Discriminative Estimators

Discriminative estimators are mutual information estimators based on the Donsker-Varadhan representation of the KL divergence that describes mutual information:

\[I(x;y) = KL(p(x,y)||p(x)p(y)) \ge \max_{F\in\mathcal{F}} \mathbb{E}_{p(x,y)}[F(x,y)] -\log\mathbb{E}_{p(x)p(y)}[e^{F(x,y)}],\]

Mutual information estimators in literature differ in the modeling choice and optimization strategy for the energy \(F(x,y)\), and in the method used to estimate the expectations above.

In order to showcase the different modeling choices, we will estimate mutual information between samples from a 2D mixture of correlated Normals \(p(x,y):=\sum_{i=1}^K \pi_i\ \mathcal{N}([x_i, y_i]^T|\mu_i,\Sigma_i)\), which is challenging enough to underline some effect of the modeling choices.

[2]:

import numpy as np
import torch
from torch import nn
import pandas as pd
import matplotlib.pyplot as plt
import seaborn as sns
sns.set_style('whitegrid')
IMG_SIZE=3

[3]:

from torch_mist.data.multimixture import MultivariateCorrelatedNormalMixture

# Definition of the distribution
x_dim = y_dim = n_dim = 1
p_XY = MultivariateCorrelatedNormalMixture(n_dim=n_dim)

true_mi = p_XY.mutual_information('x','y')

# Generate 100000 samples
samples = p_XY.sample([100000])

# Plot them
f, ax = plt.subplots(1,1, figsize=(IMG_SIZE, IMG_SIZE))

plt.scatter(
    samples['x'][::10], samples['y'][::10],
    marker='.',
    alpha=0.05
)
sns.despine()
plt.title(f"Samples, $I(x;y)\\approx {np.round(true_mi,2)}$ nats")
plt.xlabel('$x$', fontsize=12)
plt.ylabel('$y$', fontsize=12);

../_images/notebooks_discriminative_3_0.png

[4]:

# We define the training parameters

train_parameters = dict(
    max_epochs=10,
    batch_size= 128,
    verbose=True,
    valid_percentage=0,
    lr_annealing=True,
)

Estimating the log-partition function

One of the central challenges in the computation of mutual information lies in the estimation of the expected log-partition function \(\log\mathbb{E}_{p(x)p(y)}[e^{F(x,y)}]\). Since the logarithm occurs outside the expectation w.r.t. \(p(x)p(y)\), any naive batch-based estimation would result in a biased estimate.

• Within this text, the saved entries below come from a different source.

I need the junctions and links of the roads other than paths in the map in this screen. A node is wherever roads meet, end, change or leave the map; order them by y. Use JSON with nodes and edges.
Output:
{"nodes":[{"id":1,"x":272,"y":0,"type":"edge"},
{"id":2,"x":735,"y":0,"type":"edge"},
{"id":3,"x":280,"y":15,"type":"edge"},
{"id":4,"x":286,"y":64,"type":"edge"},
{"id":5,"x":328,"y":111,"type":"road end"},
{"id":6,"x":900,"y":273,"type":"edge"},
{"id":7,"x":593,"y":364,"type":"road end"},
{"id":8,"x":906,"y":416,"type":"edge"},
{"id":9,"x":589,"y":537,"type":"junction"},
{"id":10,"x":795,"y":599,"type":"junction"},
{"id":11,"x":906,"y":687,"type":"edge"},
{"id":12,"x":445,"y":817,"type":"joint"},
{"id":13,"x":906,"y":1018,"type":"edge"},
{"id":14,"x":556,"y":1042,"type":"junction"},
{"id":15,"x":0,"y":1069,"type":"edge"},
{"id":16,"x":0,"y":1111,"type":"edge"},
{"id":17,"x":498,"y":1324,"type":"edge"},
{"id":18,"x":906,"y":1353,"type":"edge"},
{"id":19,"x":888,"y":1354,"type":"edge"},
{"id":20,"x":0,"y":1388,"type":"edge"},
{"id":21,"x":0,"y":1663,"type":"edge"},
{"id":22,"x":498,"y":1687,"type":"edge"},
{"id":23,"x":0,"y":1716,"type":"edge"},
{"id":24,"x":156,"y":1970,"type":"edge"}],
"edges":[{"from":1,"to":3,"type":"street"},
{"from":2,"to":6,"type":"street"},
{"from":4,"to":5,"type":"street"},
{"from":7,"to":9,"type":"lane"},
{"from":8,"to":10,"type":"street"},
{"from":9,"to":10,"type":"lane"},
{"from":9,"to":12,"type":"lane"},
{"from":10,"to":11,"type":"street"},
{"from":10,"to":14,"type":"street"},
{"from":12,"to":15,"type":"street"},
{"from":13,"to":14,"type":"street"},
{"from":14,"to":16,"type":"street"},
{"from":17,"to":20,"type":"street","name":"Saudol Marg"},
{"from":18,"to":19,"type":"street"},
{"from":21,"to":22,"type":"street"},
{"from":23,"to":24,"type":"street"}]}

To prevent this, it is possible to use the inequality \(\log a \le a - 1\) to define an upper-bound that is tight for \(\log a = 1\):

[5]:

a = np.linspace(0.3, 3)

f, ax = plt.subplots(1,1,figsize=(IMG_SIZE*1.5, IMG_SIZE))
ax.set_xlim(0.3,3)
ax.set_ylim(-1,2)
ax.set_xlabel('a')


# Original value
plt.plot(a, np.log(a), label='$\\log a$')

# Upper-bound
plt.plot(a, a-1, label='$a - 1$')
plt.legend()

plt.plot([0, 1],[0,0], ls='--', color='k')
plt.plot([1, 1],[-1.5,0], ls='--', color='k')
plt.plot(1, 0, 'o')
plt.text(1+0.1, -0.1, '$a = 1$');

../_images/notebooks_discriminative_6_0.png

This can be applied to the previous equation as follows:

\[\log\underbrace{\mathbb{E}_{p(x)p(y)}[e^{F(x,y)}]}_{a} \le \mathbb{E}_{p(x)p(y)}[e^{F(x,y)}]-1\]

The resulting expectation, can be approximated with a batch of \(N\) iid samples \((x_i,y_i)\stackrel{N}{\sim} p(x,y)\):

\[\mathbb{E}_{p(x)p(y)}\left[e^{F(x,y)}\right] \approx \frac{1}{NM}\sum_{i=1}^N\sum_{j=1}^M e^{F(x_i,y_{(i+j)\mod N})}\]

in which \((i+j)\mod{N}\) is used to select the first \(M\) elements in the batch starting from \(i+1\), looping around for \(i+j>N\). This is because the pair \((x_i,y_j)\) for \(i\neq j\) can be considered as a sample from \(p(x)p(y)\).

Energy parametrizations

Several discriminative estimators in literature can be interpreted by considering different parametrizations of energy function, which trade-off several aspects such as tightness of the bound and variance off the log-partition function. All parametrization make use of a neural network architecture \(f_\theta(x,y)\) which is referred to as critic. In particular, the energy can be expressed as a difference between the critic \(f_\theta(x,y)\) and a baseline \(b(x)\):

\[F(x,y) = f_\theta(x,y) - b(x)\]

Here we report a table for the most popular baseline choices

Model	Baseline \(b(x)\)
NWJ	\(1\)
MINE\(^*\)	\(\log\mathbb{E}_{p(x)p(y)}\left[e^{f_\theta(x,y)}\right]\)
InfoNCE	\(\log\mathbb{E}_{p(y)}\left[e^{f_\theta(x,y)}\right]\)
TUBA	\(MLP_\psi(x)\)
AlphaTuba	\(\alpha\log\mathbb{E}_{p(y)}\left[e^{f_\theta(x,y)}\right]+(1-\alpha)MLP_\psi(x)\)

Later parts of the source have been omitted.